■ **EXERCISE DESCRIPTION**:
Line by line, return the material below exactly as it reads.

*** Opening of RECORDS FOR THE TASK ***

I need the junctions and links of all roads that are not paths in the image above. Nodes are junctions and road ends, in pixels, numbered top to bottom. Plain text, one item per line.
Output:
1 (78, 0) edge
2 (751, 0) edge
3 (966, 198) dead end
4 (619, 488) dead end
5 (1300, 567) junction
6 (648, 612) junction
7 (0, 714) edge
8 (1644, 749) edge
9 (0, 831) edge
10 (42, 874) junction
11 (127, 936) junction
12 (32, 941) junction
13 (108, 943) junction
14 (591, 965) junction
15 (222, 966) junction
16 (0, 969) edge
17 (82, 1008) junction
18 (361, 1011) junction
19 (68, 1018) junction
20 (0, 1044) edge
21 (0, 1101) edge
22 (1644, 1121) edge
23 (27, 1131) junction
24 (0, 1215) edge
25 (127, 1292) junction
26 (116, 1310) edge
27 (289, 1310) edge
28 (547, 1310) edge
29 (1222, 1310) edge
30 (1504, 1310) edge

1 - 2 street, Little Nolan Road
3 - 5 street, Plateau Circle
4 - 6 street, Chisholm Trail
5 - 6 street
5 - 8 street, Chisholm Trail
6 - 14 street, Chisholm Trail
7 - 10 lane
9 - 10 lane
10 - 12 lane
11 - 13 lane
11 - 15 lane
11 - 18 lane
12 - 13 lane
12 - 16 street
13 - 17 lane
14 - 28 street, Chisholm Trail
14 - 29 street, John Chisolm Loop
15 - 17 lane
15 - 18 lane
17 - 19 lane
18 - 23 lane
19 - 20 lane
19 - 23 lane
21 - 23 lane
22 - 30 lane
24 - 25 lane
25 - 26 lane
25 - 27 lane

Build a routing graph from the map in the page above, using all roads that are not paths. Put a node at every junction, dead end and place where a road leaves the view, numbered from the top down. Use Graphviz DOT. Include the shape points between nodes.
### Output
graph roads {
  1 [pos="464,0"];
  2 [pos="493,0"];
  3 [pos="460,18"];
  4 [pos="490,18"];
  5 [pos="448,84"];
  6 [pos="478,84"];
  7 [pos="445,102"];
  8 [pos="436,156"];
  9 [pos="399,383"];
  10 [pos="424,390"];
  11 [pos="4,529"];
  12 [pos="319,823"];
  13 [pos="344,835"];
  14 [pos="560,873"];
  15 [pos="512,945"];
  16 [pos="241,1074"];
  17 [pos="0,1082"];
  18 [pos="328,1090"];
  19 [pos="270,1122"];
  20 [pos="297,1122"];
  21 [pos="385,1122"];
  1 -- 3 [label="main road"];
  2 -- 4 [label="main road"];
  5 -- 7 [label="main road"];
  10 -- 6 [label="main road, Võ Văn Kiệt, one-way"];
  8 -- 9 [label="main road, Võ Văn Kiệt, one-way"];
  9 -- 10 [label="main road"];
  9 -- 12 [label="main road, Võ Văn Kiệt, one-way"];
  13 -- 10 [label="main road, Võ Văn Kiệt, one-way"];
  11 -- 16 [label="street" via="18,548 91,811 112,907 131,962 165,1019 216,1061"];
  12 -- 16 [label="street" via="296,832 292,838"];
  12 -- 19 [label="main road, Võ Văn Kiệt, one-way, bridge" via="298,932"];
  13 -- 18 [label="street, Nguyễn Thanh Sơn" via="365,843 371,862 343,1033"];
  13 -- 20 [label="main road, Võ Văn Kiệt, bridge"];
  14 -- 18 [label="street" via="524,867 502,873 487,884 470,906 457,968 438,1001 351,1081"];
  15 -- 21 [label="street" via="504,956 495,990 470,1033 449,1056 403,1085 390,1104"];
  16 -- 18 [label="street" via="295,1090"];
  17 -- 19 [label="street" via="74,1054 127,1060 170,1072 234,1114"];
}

*** Close of RECORDS FOR THE TASK ***

■ **YOUR SOLUTION**:
I need the junctions and links of all roads that are not paths in the image above. Nodes are junctions and road ends, in pixels, numbered top to bottom. Plain text, one item per line.
Output:
1 (78, 0) edge
2 (751, 0) edge
3 (966, 198) dead end
4 (619, 488) dead end
5 (1300, 567) junction
6 (648, 612) junction
7 (0, 714) edge
8 (1644, 749) edge
9 (0, 831) edge
10 (42, 874) junction
11 (127, 936) junction
12 (32, 941) junction
13 (108, 943) junction
14 (591, 965) junction
15 (222, 966) junction
16 (0, 969) edge
17 (82, 1008) junction
18 (361, 1011) junction
19 (68, 1018) junction
20 (0, 1044) edge
21 (0, 1101) edge
22 (1644, 1121) edge
23 (27, 1131) junction
24 (0, 1215) edge
25 (127, 1292) junction
26 (116, 1310) edge
27 (289, 1310) edge
28 (547, 1310) edge
29 (1222, 1310) edge
30 (1504, 1310) edge

1 - 2 street, Little Nolan Road
3 - 5 street, Plateau Circle
4 - 6 street, Chisholm Trail
5 - 6 street
5 - 8 street, Chisholm Trail
6 - 14 street, Chisholm Trail
7 - 10 lane
9 - 10 lane
10 - 12 lane
11 - 13 lane
11 - 15 lane
11 - 18 lane
12 - 13 lane
12 - 16 street
13 - 17 lane
14 - 28 street, Chisholm Trail
14 - 29 street, John Chisolm Loop
15 - 17 lane
15 - 18 lane
17 - 19 lane
18 - 23 lane
19 - 20 lane
19 - 23 lane
21 - 23 lane
22 - 30 lane
24 - 25 lane
25 - 26 lane
25 - 27 lane

Build a routing graph from the map in the page above, using all roads that are not paths. Put a node at every junction, dead end and place where a road leaves the view, numbered from the top down. Use Graphviz DOT. Include the shape points between nodes.
### Output
graph roads {
  1 [pos="464,0"];
  2 [pos="493,0"];
  3 [pos="460,18"];
  4 [pos="490,18"];
  5 [pos="448,84"];
  6 [pos="478,84"];
  7 [pos="445,102"];
  8 [pos="436,156"];
  9 [pos="399,383"];
  10 [pos="424,390"];
  11 [pos="4,529"];
  12 [pos="319,823"];
  13 [pos="344,835"];
  14 [pos="560,873"];
  15 [pos="512,945"];
  16 [pos="241,1074"];
  17 [pos="0,1082"];
  18 [pos="328,1090"];
  19 [pos="270,1122"];
  20 [pos="297,1122"];
  21 [pos="385,1122"];
  1 -- 3 [label="main road"];
  2 -- 4 [label="main road"];
  5 -- 7 [label="main road"];
  10 -- 6 [label="main road, Võ Văn Kiệt, one-way"];
  8 -- 9 [label="main road, Võ Văn Kiệt, one-way"];
  9 -- 10 [label="main road"];
  9 -- 12 [label="main road, Võ Văn Kiệt, one-way"];
  13 -- 10 [label="main road, Võ Văn Kiệt, one-way"];
  11 -- 16 [label="street" via="18,548 91,811 112,907 131,962 165,1019 216,1061"];
  12 -- 16 [label="street" via="296,832 292,838"];
  12 -- 19 [label="main road, Võ Văn Kiệt, one-way, bridge" via="298,932"];
  13 -- 18 [label="street, Nguyễn Thanh Sơn" via="365,843 371,862 343,1033"];
  13 -- 20 [label="main road, Võ Văn Kiệt, bridge"];
  14 -- 18 [label="street" via="524,867 502,873 487,884 470,906 457,968 438,1001 351,1081"];
  15 -- 21 [label="street" via="504,956 495,990 470,1033 449,1056 403,1085 390,1104"];
  16 -- 18 [label="street" via="295,1090"];
  17 -- 19 [label="street" via="74,1054 127,1060 170,1072 234,1114"];
}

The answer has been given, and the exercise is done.